By adjusting the vertical height of the first convex portion 30111 and the second convex portion 30112 of the elastic body 301, various pressing feelings can be generated, so that the key structure proposed by the present invention can be applied to various electronic products having a keyboard. .

Compared with the prior art, the key cap of the button structure provided by the present invention does not directly press the elastic piece, but deforms the elastic piece by pressing the elastic body, thereby improving the problem of hard pressing and noise generation. . On the other hand, when the height of the button structure is lowered, the first convex portion and the second convex portion of the elastic body are combined with the elastic piece to form a two-stage pressing stroke, so that the button can maintain a stable pressing feel. Further, the vertical heights of the first convex portion and the second convex portion of the elastic body can be adjusted to generate different pressing feelings, and the key structure provided by the present invention can be applied to various electronic products having keyboards. In addition, since the elastic piece has been pre-bonded to the elastic body, in the process of manufacturing the keyboard, the occurrence of the offset between the elastic body and the elastic piece can be effectively avoided, thereby improving the yield of the electronic product. Therefore, the present invention It is a creation with great industrial value.

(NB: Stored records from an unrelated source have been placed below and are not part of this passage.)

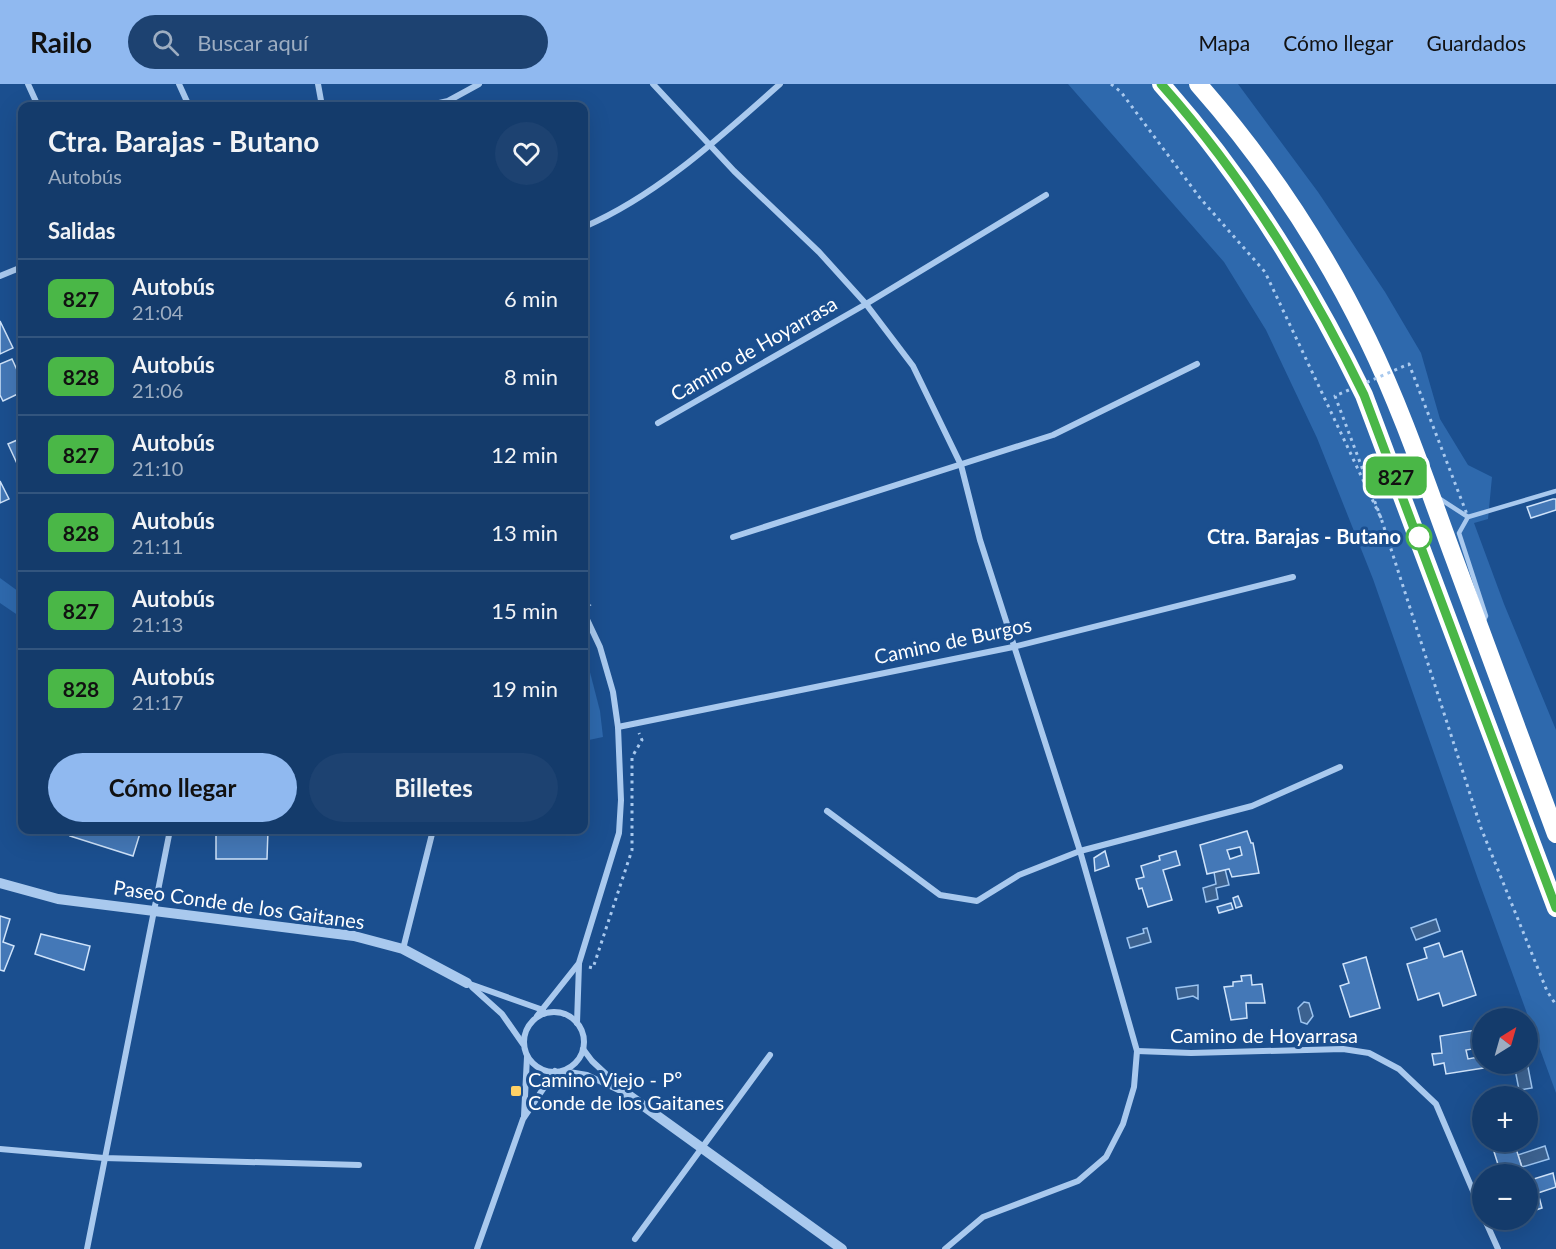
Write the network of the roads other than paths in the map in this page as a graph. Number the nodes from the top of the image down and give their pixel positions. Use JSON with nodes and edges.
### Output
{"nodes":[{"id":1,"x":28,"y":84,"type":"edge"},
{"id":2,"x":179,"y":84,"type":"edge"},
{"id":3,"x":318,"y":84,"type":"edge"},
{"id":4,"x":479,"y":84,"type":"edge"},
{"id":5,"x":653,"y":84,"type":"edge"},
{"id":6,"x":780,"y":84,"type":"edge"},
{"id":7,"x":1161,"y":84,"type":"edge"},
{"id":8,"x":1198,"y":84,"type":"edge"},
{"id":9,"x":36,"y":102,"type":"edge"},
{"id":10,"x":187,"y":102,"type":"edge"},
{"id":11,"x":321,"y":102,"type":"edge"},
{"id":12,"x":444,"y":102,"type":"edge"},
{"id":13,"x":710,"y":145,"type":"junction"},
{"id":14,"x":1046,"y":195,"type":"dead end"},
{"id":15,"x":588,"y":224,"type":"edge"},
{"id":16,"x":18,"y":269,"type":"edge"},
{"id":17,"x":0,"y":276,"type":"edge"},
{"id":18,"x":866,"y":304,"type":"junction"},
{"id":19,"x":1197,"y":364,"type":"dead end"},
{"id":20,"x":658,"y":423,"type":"dead end"},
{"id":21,"x":961,"y":465,"type":"junction"},
{"id":22,"x":1425,"y":479,"type":"junction"},
{"id":23,"x":1556,"y":491,"type":"edge"},
{"id":24,"x":1468,"y":517,"type":"junction"},
{"id":25,"x":733,"y":537,"type":"dead end"},
{"id":26,"x":1293,"y":577,"type":"dead end"},
{"id":27,"x":588,"y":623,"type":"edge"},
{"id":28,"x":1479,"y":627,"type":"junction"},
{"id":29,"x":1013,"y":647,"type":"junction"},
{"id":30,"x":618,"y":727,"type":"junction"},
{"id":31,"x":1340,"y":767,"type":"dead end"},
{"id":32,"x":827,"y":811,"type":"dead end"},
{"id":33,"x":169,"y":834,"type":"edge"},
{"id":34,"x":432,"y":834,"type":"edge"},
{"id":35,"x":1556,"y":834,"type":"edge"},
{"id":36,"x":1080,"y":851,"type":"junction"},
{"id":37,"x":0,"y":883,"type":"edge"},
{"id":38,"x":1556,"y":908,"type":"edge"},
{"id":39,"x":154,"y":912,"type":"junction"},
{"id":40,"x":403,"y":949,"type":"junction"},
{"id":41,"x":579,"y":963,"type":"junction"},
{"id":42,"x":467,"y":983,"type":"junction"},
{"id":43,"x":542,"y":1013,"type":"junction"},
{"id":44,"x":578,"y":1023,"type":"junction"},
{"id":45,"x":523,"y":1044,"type":"junction"},
{"id":46,"x":583,"y":1049,"type":"junction"},
{"id":47,"x":1137,"y":1051,"type":"junction"},
{"id":48,"x":770,"y":1055,"type":"dead end"},
{"id":49,"x":527,"y":1057,"type":"junction"},
{"id":50,"x":559,"y":1071,"type":"junction"},
{"id":51,"x":627,"y":1094,"type":"junction"},
{"id":52,"x":523,"y":1119,"type":"junction"},
{"id":53,"x":703,"y":1148,"type":"junction"},
{"id":54,"x":0,"y":1149,"type":"edge"},
{"id":55,"x":104,"y":1158,"type":"junction"},
{"id":56,"x":358,"y":1165,"type":"dead end"},
{"id":57,"x":1472,"y":1189,"type":"edge"},
{"id":58,"x":1489,"y":1230,"type":"edge"},
{"id":59,"x":635,"y":1239,"type":"dead end"},
{"id":60,"x":87,"y":1249,"type":"edge"},
{"id":61,"x":477,"y":1249,"type":"edge"},
{"id":62,"x":842,"y":1249,"type":"edge"},
{"id":63,"x":945,"y":1249,"type":"edge"},
{"id":64,"x":1498,"y":1249,"type":"edge"}],
"edges":[{"from":1,"to":9,"type":"street"},
{"from":2,"to":10,"type":"street"},
{"from":3,"to":11,"type":"street"},
{"from":4,"to":12,"type":"street"},
{"from":5,"to":13,"type":"street","name":"Camino de Hoyarrasa"},
{"from":6,"to":13,"type":"street"},
{"from":7,"to":38,"type":"highway"},
{"from":8,"to":22,"type":"highway"},
{"from":13,"to":15,"type":"street"},
{"from":13,"to":18,"type":"street","name":"Camino de Hoyarrasa"},
{"from":14,"to":18,"type":"street","name":"Camino de Hoyarrasa"},
{"from":16,"to":17,"type":"street"},
{"from":18,"to":20,"type":"street","name":"Camino de Hoyarrasa"},
{"from":18,"to":21,"type":"street","name":"Camino de Hoyarrasa"},
{"from":19,"to":21,"type":"street"},
{"from":21,"to":25,"type":"street"},
{"from":21,"to":29,"type":"street","name":"Camino de Hoyarrasa"},
{"from":22,"to":24,"type":"lane"},
{"from":22,"to":28,"type":"highway"},
{"from":23,"to":24,"type":"lane"},
{"from":24,"to":28,"type":"lane"},
{"from":26,"to":29,"type":"street","name":"Camino de Burgos"},
{"from":27,"to":30,"type":"street"},
{"from":28,"to":35,"type":"highway"},
{"from":29,"to":30,"type":"street","name":"Camino de Burgos"},
{"from":29,"to":36,"type":"street","name":"Camino de Hoyarrasa"},
{"from":30,"to":41,"type":"street"},
{"from":31,"to":36,"type":"street"},
{"from":32,"to":36,"type":"street"},
{"from":33,"to":39,"type":"street"},
{"from":34,"to":40,"type":"street"},
{"from":36,"to":47,"type":"street","name":"Camino de Hoyarrasa"},
{"from":37,"to":39,"type":"street","name":"Paseo Conde de los Gaitanes"},
{"from":39,"to":40,"type":"street","name":"Paseo Conde de los Gaitanes"},
{"from":39,"to":55,"type":"street"},
{"from":40,"to":42,"type":"street","name":"Paseo Conde de los Gaitanes"},
{"from":41,"to":43,"type":"street"},
{"from":41,"to":44,"type":"street"},
{"from":42,"to":43,"type":"street","name":"Paseo Conde de los Gaitanes"},
{"from":42,"to":45,"type":"street","name":"Paseo Conde de los Gaitanes"},
{"from":43,"to":44,"type":"street"},
{"from":43,"to":45,"type":"street"},
{"from":44,"to":46,"type":"street"},
{"from":45,"to":49,"type":"street"},
{"from":46,"to":50,"type":"street"},
{"from":46,"to":51,"type":"street"},
{"from":47,"to":57,"type":"street","name":"Camino de Hoyarrasa"},
{"from":47,"to":63,"type":"street","name":"Camino de Hoyarrasa"},
{"from":48,"to":53,"type":"street"},
{"from":49,"to":50,"type":"street"},
{"from":49,"to":52,"type":"street"},
{"from":50,"to":51,"type":"street"},
{"from":50,"to":52,"type":"street"},
{"from":51,"to":53,"type":"street"},
{"from":52,"to":61,"type":"street"},
{"from":53,"to":59,"type":"street"},
{"from":53,"to":62,"type":"street"},
{"from":54,"to":55,"type":"street"},
{"from":55,"to":56,"type":"street"},
{"from":55,"to":60,"type":"street"},
{"from":58,"to":64,"type":"street"}]}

The present invention is intended to be modified by those skilled in the art, and is not intended to be limited by the scope of the appended claims.

Claims (11)

 A button structure comprising: a key cap; a support plate; an elastic component comprising an elastic body and a resilient piece, the elastic body having a first surface and a second surface, the first surface comprising a first convex portion And a second protruding portion; and a supporting member connecting the key cap and the supporting plate and surrounding the elastic member; wherein, when the key cap is lowered, the first convex portion is deformed by the key cap to be deformed A first pressing stroke is formed, and then the key cap presses the second convex portion to deform the elastic piece to form a second pressing stroke.    The button structure of claim 1, wherein the elastic piece has a third surface and a fourth surface, and the third surface of the elastic piece is adjacent to the second surface of the elastic body.    The button structure of claim 2, wherein the spring surface is shaped to be in contact with a switch to generate a button signal when the spring piece is deformed by the second protrusion.    The key structure of claim 3, wherein the open relationship is disposed on a surface of a film layer.    The button structure of claim 4, wherein the film layer is disposed on the support plate.    The button structure of claim 1, wherein a vertical height of the second protrusion is equal to a vertical height of the first protrusion.    The button structure of claim 1, wherein a vertical height of the second protrusion is smaller than a vertical height of the first protrusion.    The button structure of claim 1, wherein the first protrusion is a crown protrusion and surrounds the second protrusion.    The button structure of claim 8, wherein the crown protrusion has at least one notch.    The button structure as claimed in claim 1, wherein the material of the elastic body is rubber or silicone.    The button structure of claim 1, wherein the support member comprises: a first bracket and a second bracket.